EXERCISE PROMPT: Could you restate word for word every line of the records below, from the first one to the one holding "Please list the nodes and edges formed by all"?

MATERIALS PROVIDED:
# # # # # # #

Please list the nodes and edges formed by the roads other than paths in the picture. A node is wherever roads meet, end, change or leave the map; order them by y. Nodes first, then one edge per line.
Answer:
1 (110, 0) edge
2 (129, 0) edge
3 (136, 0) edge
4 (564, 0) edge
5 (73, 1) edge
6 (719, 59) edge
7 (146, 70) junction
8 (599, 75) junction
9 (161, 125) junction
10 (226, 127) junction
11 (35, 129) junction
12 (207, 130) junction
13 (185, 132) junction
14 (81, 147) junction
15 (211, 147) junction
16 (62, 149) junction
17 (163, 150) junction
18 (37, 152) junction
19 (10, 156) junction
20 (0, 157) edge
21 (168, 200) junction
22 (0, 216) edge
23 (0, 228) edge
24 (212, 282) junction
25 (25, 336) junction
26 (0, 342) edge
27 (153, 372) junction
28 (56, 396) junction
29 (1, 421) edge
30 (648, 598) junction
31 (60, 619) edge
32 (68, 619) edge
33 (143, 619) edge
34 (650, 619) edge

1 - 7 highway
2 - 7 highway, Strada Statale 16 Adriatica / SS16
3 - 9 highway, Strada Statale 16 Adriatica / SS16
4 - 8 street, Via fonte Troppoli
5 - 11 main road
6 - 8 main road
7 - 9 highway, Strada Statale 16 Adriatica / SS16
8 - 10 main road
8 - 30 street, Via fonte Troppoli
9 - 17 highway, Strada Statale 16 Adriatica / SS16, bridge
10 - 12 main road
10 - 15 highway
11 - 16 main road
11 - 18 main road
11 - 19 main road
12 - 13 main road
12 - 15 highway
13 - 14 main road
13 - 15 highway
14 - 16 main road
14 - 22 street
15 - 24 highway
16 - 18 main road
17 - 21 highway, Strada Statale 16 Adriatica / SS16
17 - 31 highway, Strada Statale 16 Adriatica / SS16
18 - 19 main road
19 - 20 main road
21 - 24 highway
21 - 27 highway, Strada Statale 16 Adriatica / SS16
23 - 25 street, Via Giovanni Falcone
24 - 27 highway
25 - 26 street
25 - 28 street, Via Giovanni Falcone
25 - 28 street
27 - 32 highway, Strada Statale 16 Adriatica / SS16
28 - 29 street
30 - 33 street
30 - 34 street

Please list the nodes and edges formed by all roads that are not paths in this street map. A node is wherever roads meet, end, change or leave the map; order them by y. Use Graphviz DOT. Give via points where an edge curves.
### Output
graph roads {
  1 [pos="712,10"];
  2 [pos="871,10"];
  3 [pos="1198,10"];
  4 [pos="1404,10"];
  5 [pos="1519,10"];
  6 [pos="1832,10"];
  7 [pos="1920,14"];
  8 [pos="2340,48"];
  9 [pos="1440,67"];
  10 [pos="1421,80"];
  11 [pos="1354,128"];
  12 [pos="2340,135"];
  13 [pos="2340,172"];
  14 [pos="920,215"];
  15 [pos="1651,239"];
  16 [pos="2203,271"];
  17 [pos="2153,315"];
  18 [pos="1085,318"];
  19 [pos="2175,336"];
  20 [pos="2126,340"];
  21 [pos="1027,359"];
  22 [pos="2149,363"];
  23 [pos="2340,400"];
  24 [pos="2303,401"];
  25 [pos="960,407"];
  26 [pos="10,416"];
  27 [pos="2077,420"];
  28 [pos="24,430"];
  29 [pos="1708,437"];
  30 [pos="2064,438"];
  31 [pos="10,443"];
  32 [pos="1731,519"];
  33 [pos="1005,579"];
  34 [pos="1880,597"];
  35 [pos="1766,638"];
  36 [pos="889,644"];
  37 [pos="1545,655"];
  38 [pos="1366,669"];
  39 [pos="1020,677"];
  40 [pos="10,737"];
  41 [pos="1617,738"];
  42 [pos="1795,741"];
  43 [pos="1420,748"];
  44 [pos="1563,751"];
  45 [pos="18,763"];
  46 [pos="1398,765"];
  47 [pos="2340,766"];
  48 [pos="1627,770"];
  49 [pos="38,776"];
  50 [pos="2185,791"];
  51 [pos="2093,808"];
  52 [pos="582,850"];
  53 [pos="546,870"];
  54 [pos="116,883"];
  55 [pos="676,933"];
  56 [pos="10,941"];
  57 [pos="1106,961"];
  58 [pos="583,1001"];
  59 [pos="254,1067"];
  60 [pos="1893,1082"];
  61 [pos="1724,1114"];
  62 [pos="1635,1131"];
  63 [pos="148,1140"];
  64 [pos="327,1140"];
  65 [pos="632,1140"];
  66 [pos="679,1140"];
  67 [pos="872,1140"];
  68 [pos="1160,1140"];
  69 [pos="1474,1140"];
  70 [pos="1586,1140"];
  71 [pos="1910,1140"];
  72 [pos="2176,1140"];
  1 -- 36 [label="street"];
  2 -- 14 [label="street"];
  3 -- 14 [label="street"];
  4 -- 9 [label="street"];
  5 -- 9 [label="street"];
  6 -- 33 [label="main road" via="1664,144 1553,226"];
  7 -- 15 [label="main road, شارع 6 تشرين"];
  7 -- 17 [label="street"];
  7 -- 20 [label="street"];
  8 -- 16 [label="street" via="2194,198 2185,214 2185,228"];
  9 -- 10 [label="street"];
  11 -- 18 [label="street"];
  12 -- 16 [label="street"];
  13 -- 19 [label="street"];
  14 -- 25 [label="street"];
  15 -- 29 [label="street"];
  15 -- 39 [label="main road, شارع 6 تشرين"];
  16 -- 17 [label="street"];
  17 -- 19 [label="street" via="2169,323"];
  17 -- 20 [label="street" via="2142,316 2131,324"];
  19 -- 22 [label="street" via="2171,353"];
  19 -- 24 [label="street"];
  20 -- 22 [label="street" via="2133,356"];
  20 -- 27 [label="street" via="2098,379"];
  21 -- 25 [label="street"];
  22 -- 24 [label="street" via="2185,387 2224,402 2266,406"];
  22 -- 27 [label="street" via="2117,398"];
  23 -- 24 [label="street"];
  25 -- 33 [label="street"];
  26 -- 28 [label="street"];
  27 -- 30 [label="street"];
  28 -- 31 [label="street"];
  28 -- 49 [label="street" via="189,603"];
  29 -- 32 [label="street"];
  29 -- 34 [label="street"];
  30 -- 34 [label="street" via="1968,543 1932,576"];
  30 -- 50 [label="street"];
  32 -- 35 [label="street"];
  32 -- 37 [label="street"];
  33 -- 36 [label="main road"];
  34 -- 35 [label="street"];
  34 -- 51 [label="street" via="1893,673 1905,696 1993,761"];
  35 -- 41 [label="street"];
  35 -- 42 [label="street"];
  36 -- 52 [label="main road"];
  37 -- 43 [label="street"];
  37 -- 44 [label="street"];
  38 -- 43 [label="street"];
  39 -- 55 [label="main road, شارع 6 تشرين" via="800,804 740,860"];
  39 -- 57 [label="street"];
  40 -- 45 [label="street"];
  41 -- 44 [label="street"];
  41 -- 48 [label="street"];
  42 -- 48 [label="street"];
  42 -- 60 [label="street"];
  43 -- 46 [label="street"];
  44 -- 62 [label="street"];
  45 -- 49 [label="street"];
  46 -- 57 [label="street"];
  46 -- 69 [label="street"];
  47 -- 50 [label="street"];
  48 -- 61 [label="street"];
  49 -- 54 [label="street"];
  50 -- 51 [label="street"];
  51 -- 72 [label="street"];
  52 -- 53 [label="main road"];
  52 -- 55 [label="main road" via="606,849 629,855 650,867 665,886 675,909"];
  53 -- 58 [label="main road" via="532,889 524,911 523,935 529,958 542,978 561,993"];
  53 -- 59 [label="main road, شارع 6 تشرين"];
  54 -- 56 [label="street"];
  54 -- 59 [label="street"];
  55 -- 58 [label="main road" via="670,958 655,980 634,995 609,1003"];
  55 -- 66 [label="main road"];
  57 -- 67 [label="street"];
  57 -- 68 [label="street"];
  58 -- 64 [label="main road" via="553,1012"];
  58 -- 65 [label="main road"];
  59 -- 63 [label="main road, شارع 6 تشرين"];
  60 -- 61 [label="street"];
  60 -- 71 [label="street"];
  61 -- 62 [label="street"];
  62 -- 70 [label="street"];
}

# # # # # # #

FINAL ANSWER:
Please list the nodes and edges formed by the roads other than paths in the picture. A node is wherever roads meet, end, change or leave the map; order them by y. Nodes first, then one edge per line.
Answer:
1 (110, 0) edge
2 (129, 0) edge
3 (136, 0) edge
4 (564, 0) edge
5 (73, 1) edge
6 (719, 59) edge
7 (146, 70) junction
8 (599, 75) junction
9 (161, 125) junction
10 (226, 127) junction
11 (35, 129) junction
12 (207, 130) junction
13 (185, 132) junction
14 (81, 147) junction
15 (211, 147) junction
16 (62, 149) junction
17 (163, 150) junction
18 (37, 152) junction
19 (10, 156) junction
20 (0, 157) edge
21 (168, 200) junction
22 (0, 216) edge
23 (0, 228) edge
24 (212, 282) junction
25 (25, 336) junction
26 (0, 342) edge
27 (153, 372) junction
28 (56, 396) junction
29 (1, 421) edge
30 (648, 598) junction
31 (60, 619) edge
32 (68, 619) edge
33 (143, 619) edge
34 (650, 619) edge

1 - 7 highway
2 - 7 highway, Strada Statale 16 Adriatica / SS16
3 - 9 highway, Strada Statale 16 Adriatica / SS16
4 - 8 street, Via fonte Troppoli
5 - 11 main road
6 - 8 main road
7 - 9 highway, Strada Statale 16 Adriatica / SS16
8 - 10 main road
8 - 30 street, Via fonte Troppoli
9 - 17 highway, Strada Statale 16 Adriatica / SS16, bridge
10 - 12 main road
10 - 15 highway
11 - 16 main road
11 - 18 main road
11 - 19 main road
12 - 13 main road
12 - 15 highway
13 - 14 main road
13 - 15 highway
14 - 16 main road
14 - 22 street
15 - 24 highway
16 - 18 main road
17 - 21 highway, Strada Statale 16 Adriatica / SS16
17 - 31 highway, Strada Statale 16 Adriatica / SS16
18 - 19 main road
19 - 20 main road
21 - 24 highway
21 - 27 highway, Strada Statale 16 Adriatica / SS16
23 - 25 street, Via Giovanni Falcone
24 - 27 highway
25 - 26 street
25 - 28 street, Via Giovanni Falcone
25 - 28 street
27 - 32 highway, Strada Statale 16 Adriatica / SS16
28 - 29 street
30 - 33 street
30 - 34 street

Please list the nodes and edges formed by all roads that are not paths in this street map. A node is wherever roads meet, end, change or leave the map; order them by y. Use Graphviz DOT. Give via points where an edge curves.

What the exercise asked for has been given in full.